Journalist Dan Hancox, who wrote a book about the history of dirt, participated in the event and tweeted: "This evening at the Barbican Stormzy revealed that the much-discussed scholarship he is funding at Cambridge Uni has been proposed for the first time at the University of Oxford, and they told about getting lost ?! Incredible. "

The University of Oxford said: "We admire Stormzy's commitment to inspire and support black students to succeed in higher education.

"We have not received or refused any offers or proposals to fund university scholarships in Oxford."

"We contacted Stormzy representatives today to make it clear that we would like the opportunity to work together to inspire students from African-Caribbean heritage to study at Oxford."

The Stormzy scholarship will pay the tuition fees of two students, which the rapper announced on a day of A-level results at his old school in South London.

The program will also provide a maintenance grant for a four-year degree program for two students this year and two more in 2019.

"It's very important for black students, in particular, to be aware that 100% may be an option for attending a university of this caliber," said the rapper when he announced the grant study in August.

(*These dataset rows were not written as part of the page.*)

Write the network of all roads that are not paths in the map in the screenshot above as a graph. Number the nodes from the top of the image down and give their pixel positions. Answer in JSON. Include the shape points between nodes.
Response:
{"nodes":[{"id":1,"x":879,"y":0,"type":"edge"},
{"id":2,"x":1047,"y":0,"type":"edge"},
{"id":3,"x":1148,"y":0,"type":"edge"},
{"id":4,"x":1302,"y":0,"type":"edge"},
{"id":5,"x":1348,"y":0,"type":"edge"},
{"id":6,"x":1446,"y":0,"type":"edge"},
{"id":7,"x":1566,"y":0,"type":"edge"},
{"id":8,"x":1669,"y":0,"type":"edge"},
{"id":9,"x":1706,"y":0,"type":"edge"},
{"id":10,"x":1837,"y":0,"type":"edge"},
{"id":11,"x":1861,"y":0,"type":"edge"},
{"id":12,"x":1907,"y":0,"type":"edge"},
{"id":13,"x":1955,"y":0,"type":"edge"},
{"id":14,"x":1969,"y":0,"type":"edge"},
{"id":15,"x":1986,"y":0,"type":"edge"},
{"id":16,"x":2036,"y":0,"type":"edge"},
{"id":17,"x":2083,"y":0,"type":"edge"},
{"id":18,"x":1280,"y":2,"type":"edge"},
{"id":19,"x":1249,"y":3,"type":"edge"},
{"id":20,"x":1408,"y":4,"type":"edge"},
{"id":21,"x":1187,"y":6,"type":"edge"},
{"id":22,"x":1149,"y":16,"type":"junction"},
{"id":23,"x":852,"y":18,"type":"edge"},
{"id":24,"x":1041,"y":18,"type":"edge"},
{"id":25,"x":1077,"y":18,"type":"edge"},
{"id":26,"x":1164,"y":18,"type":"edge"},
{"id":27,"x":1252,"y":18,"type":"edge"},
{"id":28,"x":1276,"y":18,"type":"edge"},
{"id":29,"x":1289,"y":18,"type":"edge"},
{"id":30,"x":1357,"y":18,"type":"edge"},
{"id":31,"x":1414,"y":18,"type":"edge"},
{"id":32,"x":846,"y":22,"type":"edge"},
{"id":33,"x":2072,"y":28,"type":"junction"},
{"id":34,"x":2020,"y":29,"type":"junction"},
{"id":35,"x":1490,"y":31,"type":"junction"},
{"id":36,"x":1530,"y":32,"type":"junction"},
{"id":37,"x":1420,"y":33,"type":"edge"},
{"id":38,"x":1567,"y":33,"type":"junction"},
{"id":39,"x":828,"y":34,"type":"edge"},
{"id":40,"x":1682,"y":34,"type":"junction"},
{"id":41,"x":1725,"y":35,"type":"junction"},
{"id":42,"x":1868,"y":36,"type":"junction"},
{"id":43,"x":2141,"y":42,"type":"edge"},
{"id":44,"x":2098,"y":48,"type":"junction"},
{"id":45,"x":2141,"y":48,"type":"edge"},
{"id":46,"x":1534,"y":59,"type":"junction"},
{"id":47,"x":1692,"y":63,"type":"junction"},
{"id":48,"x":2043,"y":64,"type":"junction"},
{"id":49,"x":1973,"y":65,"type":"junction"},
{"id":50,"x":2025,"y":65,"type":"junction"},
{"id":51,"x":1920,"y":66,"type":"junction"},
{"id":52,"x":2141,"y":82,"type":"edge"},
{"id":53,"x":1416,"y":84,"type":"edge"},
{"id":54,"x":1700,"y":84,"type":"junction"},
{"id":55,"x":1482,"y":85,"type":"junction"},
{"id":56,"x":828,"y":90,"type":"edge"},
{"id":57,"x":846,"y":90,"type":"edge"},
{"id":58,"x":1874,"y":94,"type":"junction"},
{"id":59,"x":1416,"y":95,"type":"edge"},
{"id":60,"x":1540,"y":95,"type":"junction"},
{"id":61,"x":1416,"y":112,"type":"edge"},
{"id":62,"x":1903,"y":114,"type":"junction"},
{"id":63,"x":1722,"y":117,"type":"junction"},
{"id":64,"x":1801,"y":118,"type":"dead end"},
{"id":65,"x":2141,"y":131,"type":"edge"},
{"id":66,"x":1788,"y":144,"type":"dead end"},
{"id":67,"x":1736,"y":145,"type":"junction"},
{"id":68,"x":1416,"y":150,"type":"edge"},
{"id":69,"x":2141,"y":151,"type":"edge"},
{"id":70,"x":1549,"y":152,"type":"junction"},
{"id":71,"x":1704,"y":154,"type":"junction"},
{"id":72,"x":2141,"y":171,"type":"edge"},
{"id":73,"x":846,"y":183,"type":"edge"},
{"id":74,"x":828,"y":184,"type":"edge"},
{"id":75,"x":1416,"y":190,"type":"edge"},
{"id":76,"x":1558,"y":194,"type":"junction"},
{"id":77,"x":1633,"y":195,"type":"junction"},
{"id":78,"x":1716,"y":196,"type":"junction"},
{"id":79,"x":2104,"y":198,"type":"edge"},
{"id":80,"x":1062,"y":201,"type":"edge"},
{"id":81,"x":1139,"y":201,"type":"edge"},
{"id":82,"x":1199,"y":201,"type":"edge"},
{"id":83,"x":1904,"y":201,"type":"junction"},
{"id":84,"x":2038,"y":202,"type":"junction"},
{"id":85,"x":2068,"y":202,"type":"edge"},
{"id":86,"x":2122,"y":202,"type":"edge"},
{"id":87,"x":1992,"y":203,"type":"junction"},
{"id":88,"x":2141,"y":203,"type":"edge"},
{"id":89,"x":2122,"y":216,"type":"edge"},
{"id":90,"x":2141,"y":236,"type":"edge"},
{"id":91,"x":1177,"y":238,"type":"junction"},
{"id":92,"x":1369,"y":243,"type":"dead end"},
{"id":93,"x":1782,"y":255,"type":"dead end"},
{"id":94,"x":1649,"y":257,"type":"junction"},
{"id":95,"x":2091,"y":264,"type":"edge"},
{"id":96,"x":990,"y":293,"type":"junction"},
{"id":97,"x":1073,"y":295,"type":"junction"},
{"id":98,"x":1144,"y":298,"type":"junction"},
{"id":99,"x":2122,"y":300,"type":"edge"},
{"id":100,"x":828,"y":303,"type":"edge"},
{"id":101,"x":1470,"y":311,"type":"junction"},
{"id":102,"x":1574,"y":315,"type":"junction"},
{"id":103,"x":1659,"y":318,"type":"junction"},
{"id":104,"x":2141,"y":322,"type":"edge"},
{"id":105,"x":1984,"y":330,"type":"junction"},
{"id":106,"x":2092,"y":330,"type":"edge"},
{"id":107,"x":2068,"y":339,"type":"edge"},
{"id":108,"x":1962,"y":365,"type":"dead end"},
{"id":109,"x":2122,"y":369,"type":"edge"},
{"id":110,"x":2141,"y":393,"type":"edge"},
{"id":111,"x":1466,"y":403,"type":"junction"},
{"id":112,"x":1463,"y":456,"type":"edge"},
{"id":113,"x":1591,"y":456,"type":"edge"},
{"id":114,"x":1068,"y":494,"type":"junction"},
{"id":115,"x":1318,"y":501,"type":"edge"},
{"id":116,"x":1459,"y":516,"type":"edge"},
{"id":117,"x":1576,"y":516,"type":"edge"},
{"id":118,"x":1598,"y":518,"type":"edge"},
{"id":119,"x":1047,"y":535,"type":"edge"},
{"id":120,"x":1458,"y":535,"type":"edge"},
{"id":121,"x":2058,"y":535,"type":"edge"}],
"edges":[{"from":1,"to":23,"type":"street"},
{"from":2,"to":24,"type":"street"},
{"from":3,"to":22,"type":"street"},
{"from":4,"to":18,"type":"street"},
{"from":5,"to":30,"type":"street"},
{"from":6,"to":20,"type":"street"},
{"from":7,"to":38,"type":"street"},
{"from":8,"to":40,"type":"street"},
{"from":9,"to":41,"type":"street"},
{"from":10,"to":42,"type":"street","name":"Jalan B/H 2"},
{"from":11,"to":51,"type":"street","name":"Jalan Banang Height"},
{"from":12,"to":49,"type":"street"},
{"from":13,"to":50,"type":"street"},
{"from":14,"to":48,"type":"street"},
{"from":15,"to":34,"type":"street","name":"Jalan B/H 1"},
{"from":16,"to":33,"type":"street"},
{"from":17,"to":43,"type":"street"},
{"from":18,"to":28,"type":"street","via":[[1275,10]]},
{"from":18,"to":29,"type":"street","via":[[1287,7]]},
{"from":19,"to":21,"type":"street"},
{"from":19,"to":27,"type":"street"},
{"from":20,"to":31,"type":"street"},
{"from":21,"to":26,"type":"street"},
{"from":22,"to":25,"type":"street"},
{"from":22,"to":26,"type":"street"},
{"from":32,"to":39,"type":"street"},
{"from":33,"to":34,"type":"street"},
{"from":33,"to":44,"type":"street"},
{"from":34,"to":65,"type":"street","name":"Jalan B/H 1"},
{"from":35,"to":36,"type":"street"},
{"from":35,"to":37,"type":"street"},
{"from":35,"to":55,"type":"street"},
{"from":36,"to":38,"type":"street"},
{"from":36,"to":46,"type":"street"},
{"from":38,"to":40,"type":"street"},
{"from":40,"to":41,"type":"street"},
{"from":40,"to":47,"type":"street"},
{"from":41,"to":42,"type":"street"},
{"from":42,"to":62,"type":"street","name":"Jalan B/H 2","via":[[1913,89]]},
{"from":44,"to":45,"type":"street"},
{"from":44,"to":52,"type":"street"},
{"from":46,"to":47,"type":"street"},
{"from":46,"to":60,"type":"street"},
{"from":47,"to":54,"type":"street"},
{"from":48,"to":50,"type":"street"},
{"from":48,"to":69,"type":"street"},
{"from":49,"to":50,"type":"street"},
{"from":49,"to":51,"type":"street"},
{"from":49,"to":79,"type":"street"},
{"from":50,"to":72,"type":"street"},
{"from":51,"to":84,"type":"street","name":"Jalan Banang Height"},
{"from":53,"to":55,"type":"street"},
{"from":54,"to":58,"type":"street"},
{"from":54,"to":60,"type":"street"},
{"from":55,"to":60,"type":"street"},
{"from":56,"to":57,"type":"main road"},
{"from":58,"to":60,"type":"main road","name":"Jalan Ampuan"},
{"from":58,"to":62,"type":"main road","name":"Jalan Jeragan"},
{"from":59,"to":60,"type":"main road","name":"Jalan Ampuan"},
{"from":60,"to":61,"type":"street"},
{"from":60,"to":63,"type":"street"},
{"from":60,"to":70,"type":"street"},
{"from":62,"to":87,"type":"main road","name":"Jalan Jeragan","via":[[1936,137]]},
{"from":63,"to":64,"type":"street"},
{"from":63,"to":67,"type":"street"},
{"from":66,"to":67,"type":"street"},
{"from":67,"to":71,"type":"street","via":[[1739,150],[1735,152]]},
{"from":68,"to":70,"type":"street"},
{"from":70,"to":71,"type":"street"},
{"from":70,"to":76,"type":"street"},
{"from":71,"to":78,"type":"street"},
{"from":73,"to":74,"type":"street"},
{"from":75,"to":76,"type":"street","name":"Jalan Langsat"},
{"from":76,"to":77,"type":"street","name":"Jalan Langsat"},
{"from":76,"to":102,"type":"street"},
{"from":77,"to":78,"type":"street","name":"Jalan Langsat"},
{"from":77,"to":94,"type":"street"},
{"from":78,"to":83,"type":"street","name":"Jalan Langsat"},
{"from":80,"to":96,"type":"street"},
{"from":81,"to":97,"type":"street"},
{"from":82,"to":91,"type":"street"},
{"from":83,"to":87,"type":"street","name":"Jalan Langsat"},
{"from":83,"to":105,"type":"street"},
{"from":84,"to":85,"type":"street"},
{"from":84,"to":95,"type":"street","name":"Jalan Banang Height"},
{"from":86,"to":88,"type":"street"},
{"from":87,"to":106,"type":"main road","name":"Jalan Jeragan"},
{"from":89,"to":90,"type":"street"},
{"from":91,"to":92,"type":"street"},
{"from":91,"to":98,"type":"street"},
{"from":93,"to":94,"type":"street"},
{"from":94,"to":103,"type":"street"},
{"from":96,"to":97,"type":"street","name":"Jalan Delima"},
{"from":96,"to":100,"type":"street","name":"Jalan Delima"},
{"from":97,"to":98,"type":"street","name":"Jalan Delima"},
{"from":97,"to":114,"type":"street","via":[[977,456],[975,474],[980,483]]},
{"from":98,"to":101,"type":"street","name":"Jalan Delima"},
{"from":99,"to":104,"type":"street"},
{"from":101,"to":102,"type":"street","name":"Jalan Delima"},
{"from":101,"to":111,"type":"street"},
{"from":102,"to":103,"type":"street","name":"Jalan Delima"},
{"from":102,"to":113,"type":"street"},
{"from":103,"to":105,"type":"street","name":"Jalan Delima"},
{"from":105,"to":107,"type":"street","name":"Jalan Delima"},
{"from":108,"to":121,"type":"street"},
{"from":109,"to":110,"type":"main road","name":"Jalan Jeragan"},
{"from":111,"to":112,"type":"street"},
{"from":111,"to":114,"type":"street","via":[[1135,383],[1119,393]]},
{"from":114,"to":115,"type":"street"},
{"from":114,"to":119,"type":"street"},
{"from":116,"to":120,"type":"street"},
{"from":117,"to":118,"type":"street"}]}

"We are a minority, the playing field is not a level for us and it is essential that all potential students are given the same opportunity."

His plans come after the University of Cambridge has been criticized for not admitting black students from 2012 to 2016 – and only 58 in 2017.

It supports free journalism and subscribers to independent minds

Stormzy's book Stand up, on the history of his life and success so far, it is now available.